-- Entries provided follows --

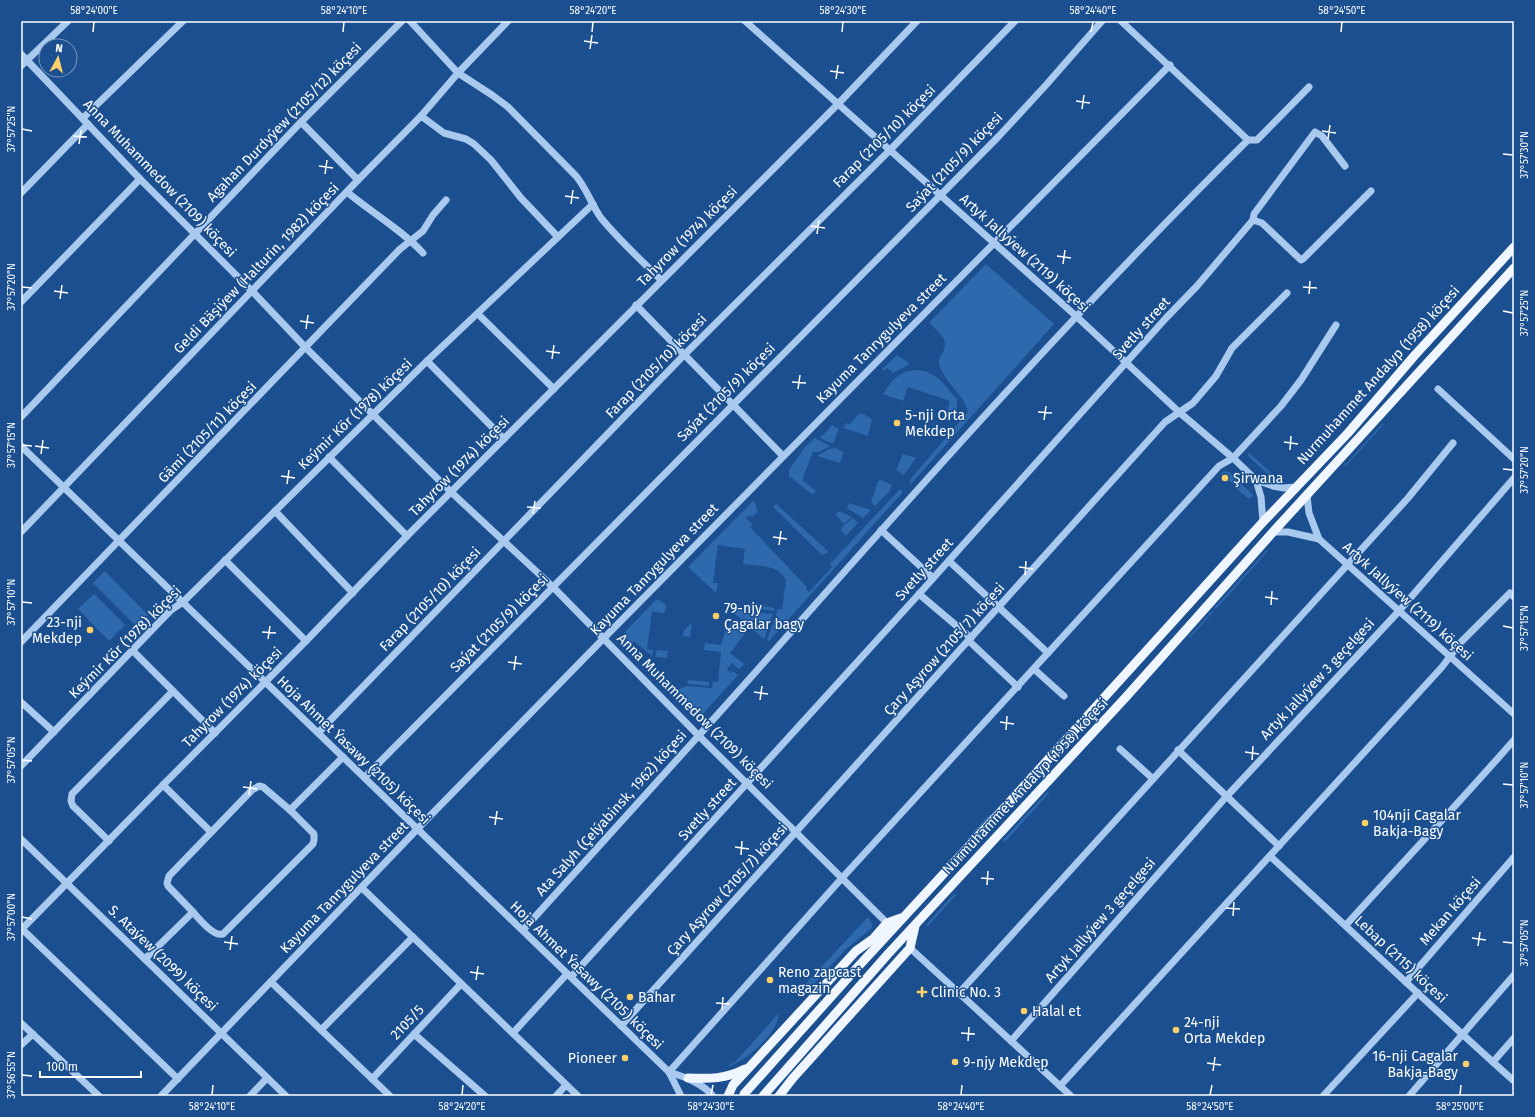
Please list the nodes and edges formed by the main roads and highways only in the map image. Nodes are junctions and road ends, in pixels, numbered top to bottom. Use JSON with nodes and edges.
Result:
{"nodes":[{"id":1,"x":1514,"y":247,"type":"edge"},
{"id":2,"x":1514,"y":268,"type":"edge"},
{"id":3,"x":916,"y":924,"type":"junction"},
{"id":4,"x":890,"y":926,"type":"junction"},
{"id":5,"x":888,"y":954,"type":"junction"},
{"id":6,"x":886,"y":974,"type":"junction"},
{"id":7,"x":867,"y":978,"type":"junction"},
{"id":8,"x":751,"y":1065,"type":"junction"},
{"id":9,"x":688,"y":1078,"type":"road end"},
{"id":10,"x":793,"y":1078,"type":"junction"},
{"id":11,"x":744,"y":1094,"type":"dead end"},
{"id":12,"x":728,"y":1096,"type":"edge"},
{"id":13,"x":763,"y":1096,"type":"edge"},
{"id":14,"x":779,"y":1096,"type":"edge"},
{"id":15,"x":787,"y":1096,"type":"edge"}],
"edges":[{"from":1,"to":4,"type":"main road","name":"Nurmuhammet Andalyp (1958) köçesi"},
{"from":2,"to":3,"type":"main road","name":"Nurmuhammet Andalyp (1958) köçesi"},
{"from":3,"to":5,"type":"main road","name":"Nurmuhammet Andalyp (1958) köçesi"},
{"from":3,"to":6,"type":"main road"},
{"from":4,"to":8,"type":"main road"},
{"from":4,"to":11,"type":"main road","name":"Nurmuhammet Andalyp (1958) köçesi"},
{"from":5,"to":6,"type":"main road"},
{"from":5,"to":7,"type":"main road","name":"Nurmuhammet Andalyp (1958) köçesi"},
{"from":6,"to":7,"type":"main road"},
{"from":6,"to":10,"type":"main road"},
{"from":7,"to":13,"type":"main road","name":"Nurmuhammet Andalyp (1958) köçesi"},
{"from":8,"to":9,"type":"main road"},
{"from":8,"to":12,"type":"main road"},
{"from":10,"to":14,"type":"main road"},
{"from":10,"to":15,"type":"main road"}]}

-- Entries provided concluded --

About this task » Transcribe the entries word for word, without their pictures.

Exercise solution »
Please list the nodes and edges formed by the main roads and highways only in the map image. Nodes are junctions and road ends, in pixels, numbered top to bottom. Use JSON with nodes and edges.
Result:
{"nodes":[{"id":1,"x":1514,"y":247,"type":"edge"},
{"id":2,"x":1514,"y":268,"type":"edge"},
{"id":3,"x":916,"y":924,"type":"junction"},
{"id":4,"x":890,"y":926,"type":"junction"},
{"id":5,"x":888,"y":954,"type":"junction"},
{"id":6,"x":886,"y":974,"type":"junction"},
{"id":7,"x":867,"y":978,"type":"junction"},
{"id":8,"x":751,"y":1065,"type":"junction"},
{"id":9,"x":688,"y":1078,"type":"road end"},
{"id":10,"x":793,"y":1078,"type":"junction"},
{"id":11,"x":744,"y":1094,"type":"dead end"},
{"id":12,"x":728,"y":1096,"type":"edge"},
{"id":13,"x":763,"y":1096,"type":"edge"},
{"id":14,"x":779,"y":1096,"type":"edge"},
{"id":15,"x":787,"y":1096,"type":"edge"}],
"edges":[{"from":1,"to":4,"type":"main road","name":"Nurmuhammet Andalyp (1958) köçesi"},
{"from":2,"to":3,"type":"main road","name":"Nurmuhammet Andalyp (1958) köçesi"},
{"from":3,"to":5,"type":"main road","name":"Nurmuhammet Andalyp (1958) köçesi"},
{"from":3,"to":6,"type":"main road"},
{"from":4,"to":8,"type":"main road"},
{"from":4,"to":11,"type":"main road","name":"Nurmuhammet Andalyp (1958) köçesi"},
{"from":5,"to":6,"type":"main road"},
{"from":5,"to":7,"type":"main road","name":"Nurmuhammet Andalyp (1958) köçesi"},
{"from":6,"to":7,"type":"main road"},
{"from":6,"to":10,"type":"main road"},
{"from":7,"to":13,"type":"main road","name":"Nurmuhammet Andalyp (1958) köçesi"},
{"from":8,"to":9,"type":"main road"},
{"from":8,"to":12,"type":"main road"},
{"from":10,"to":14,"type":"main road"},
{"from":10,"to":15,"type":"main road"}]}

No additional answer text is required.